Story:
Girl1 and I dated years ago. We loved each other secretively because I was afraid to say it, and she didn't want to say it yet. After about 6 months, she ended the relationship thinking that it wasn't going to work between us, because I couldn't say i love you, and I was extremely busy with school. A few months had past, and we saw each other on the street. We sort of caught up and stuff and talked a bit about our past. It turned out she loved me and I loved her, but it was too late for she had herself another boyfriend. For a whole year, I fell in love again with a woman who's with someone else despite that I resented her for leaving me. After a year, I thought It just wasn't healthy to hold on hoping that she would come back to me, so I started dating again. After a week into my new relationship, I found out that girl1 broke up with her bf. She still had feelings for me and wanted me back as I did. I told her about my new gf, yet she said she would hold on to me. I still love her. So, now I'm stuck with two women.
I really see my future with girl1 since we have loved each other secretively and not, for three years. And my current gf, girl2, who I've been with for 3 months now just found out about girl1 because I told her. Girl2 is one of the most sweetest people I know, and I just love talking with her. I've just started falling for her, and she cares a lot about me, but I really really don't want to break her fragile heart. She doesn't deserve to be hurt. She has bad experience with her ex's and told me I was the best bf she's ever had. I dated her for 4 months thinking that my feelings for girl1 would go away or girl1's feelings for me would go away.. but the truth is our love never crippled.

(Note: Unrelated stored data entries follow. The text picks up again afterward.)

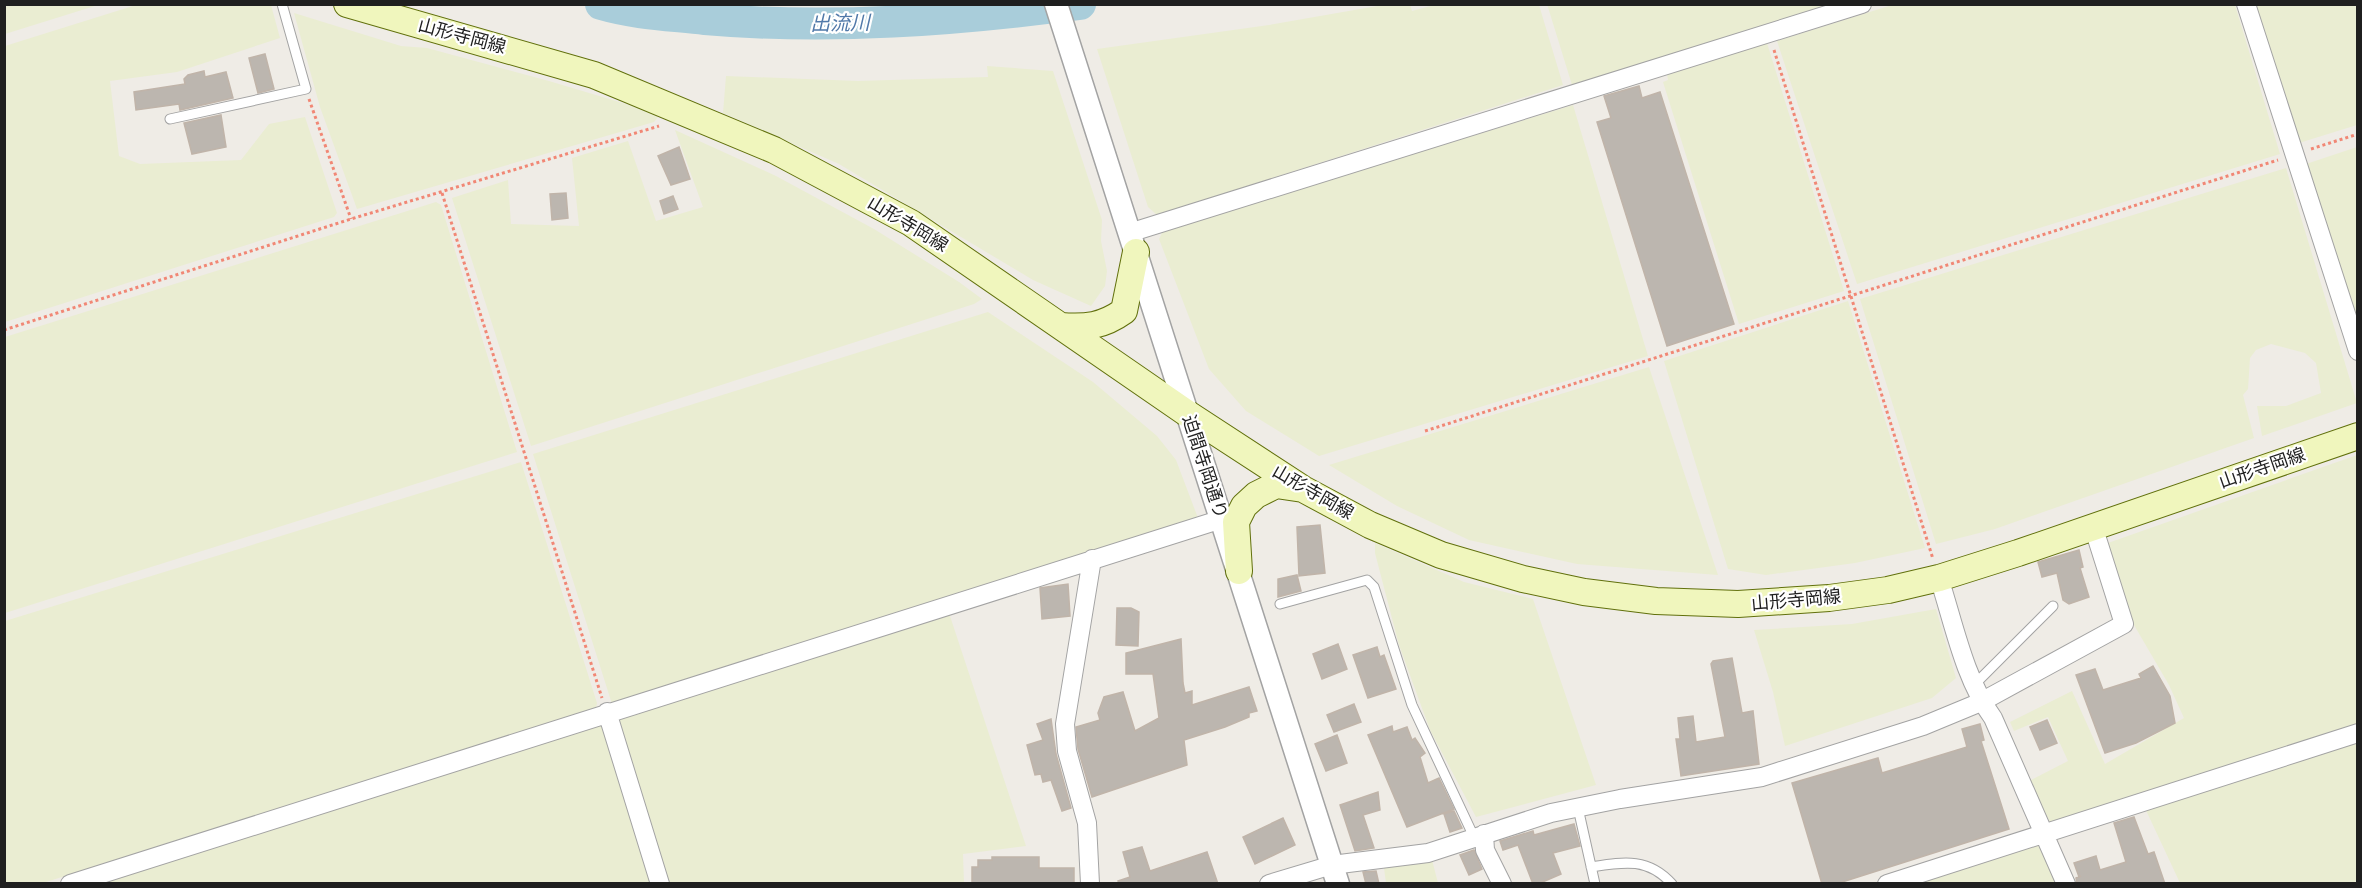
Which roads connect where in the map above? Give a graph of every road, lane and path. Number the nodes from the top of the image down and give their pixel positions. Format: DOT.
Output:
graph roads {
  1 [pos="282,4"];
  2 [pos="347,4"];
  3 [pos="1056,4"];
  4 [pos="1862,4"];
  5 [pos="2246,4"];
  6 [pos="1768,33"];
  7 [pos="306,89"];
  8 [pos="170,119"];
  9 [pos="660,126"];
  10 [pos="2358,134"];
  11 [pos="2294,155"];
  12 [pos="442,194"];
  13 [pos="351,219"];
  14 [pos="1133,243"];
  15 [pos="1851,296"];
  16 [pos="1061,326"];
  17 [pos="4,330"];
  18 [pos="2358,351"];
  19 [pos="1188,414"];
  20 [pos="1425,431"];
  21 [pos="2358,436"];
  22 [pos="1303,489"];
  23 [pos="1222,519"];
  24 [pos="2093,526"];
  25 [pos="1092,559"];
  26 [pos="1239,571"];
  27 [pos="1939,578"];
  28 [pos="1280,604"];
  29 [pos="2053,606"];
  30 [pos="1978,693"];
  31 [pos="607,712"];
  32 [pos="2358,733"];
  33 [pos="1578,808"];
  34 [pos="2044,833"];
  35 [pos="1479,836"];
  36 [pos="1591,867"];
  37 [pos="1335,874"];
  38 [pos="70,884"];
  39 [pos="660,884"];
  40 [pos="1090,884"];
  41 [pos="1269,884"];
  42 [pos="1502,884"];
  43 [pos="1595,884"];
  44 [pos="1672,884"];
  45 [pos="1887,884"];
  46 [pos="2066,884"];
  1 -- 7 [label="lane"];
  2 -- 16 [label="main road, 山形寺岡線"];
  3 -- 14 [label="street, 迫間寺岡通り"];
  4 -- 6 [label="street"];
  5 -- 11 [label="street"];
  6 -- 14 [label="street"];
  6 -- 15 [label="path"];
  7 -- 8 [label="lane"];
  7 -- 13 [label="path"];
  9 -- 12 [label="path"];
  10 -- 11 [label="path"];
  11 -- 15 [label="path"];
  11 -- 18 [label="street"];
  12 -- 13 [label="path"];
  12 -- 31 [label="path"];
  13 -- 17 [label="path"];
  14 -- 16 [label="main road"];
  14 -- 19 [label="street, 迫間寺岡通り"];
  15 -- 20 [label="path"];
  15 -- 27 [label="path"];
  16 -- 19 [label="main road, 山形寺岡線"];
  19 -- 22 [label="main road, 山形寺岡線"];
  19 -- 23 [label="street, 迫間寺岡通り"];
  21 -- 24 [label="main road, 山形寺岡線"];
  22 -- 26 [label="main road"];
  22 -- 27 [label="main road, 山形寺岡線"];
  23 -- 25 [label="street"];
  23 -- 26 [label="street, 迫間寺岡通り"];
  24 -- 27 [label="main road, 山形寺岡線"];
  24 -- 30 [label="street"];
  25 -- 31 [label="street"];
  25 -- 40 [label="street"];
  26 -- 37 [label="street, 迫間寺岡通り"];
  27 -- 30 [label="street"];
  28 -- 35 [label="lane"];
  29 -- 30 [label="lane"];
  30 -- 33 [label="street"];
  30 -- 34 [label="street"];
  31 -- 38 [label="street"];
  31 -- 39 [label="street"];
  32 -- 34 [label="street"];
  33 -- 35 [label="street"];
  33 -- 36 [label="lane"];
  34 -- 45 [label="street"];
  34 -- 46 [label="street"];
  35 -- 37 [label="street"];
  35 -- 42 [label="street"];
  36 -- 43 [label="lane"];
  36 -- 44 [label="lane"];
  37 -- 41 [label="street"];
}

If I was completely clear and single, girl2 and I would be totally happy together. I've never had such great laughs and conversations with anyone than girl2, but our relationship is still fresh. I totally broke her sweet little heart today when I revealed the truth to her. I felt SO BAD because I have never broke anyone's heart before. I feel like she's going to do something stupid to herself or her life... her life was just turning around after she met me. :'( Girl2 is a much stronger woman than girl1 and has many guys going after her, but since we've been through many things together, its hard to break up with her.
I want to be with both girls, but there's no way in hell that can work. How do I go about choosing, and what can I do to minimize the heartbreak with the one I don't choose?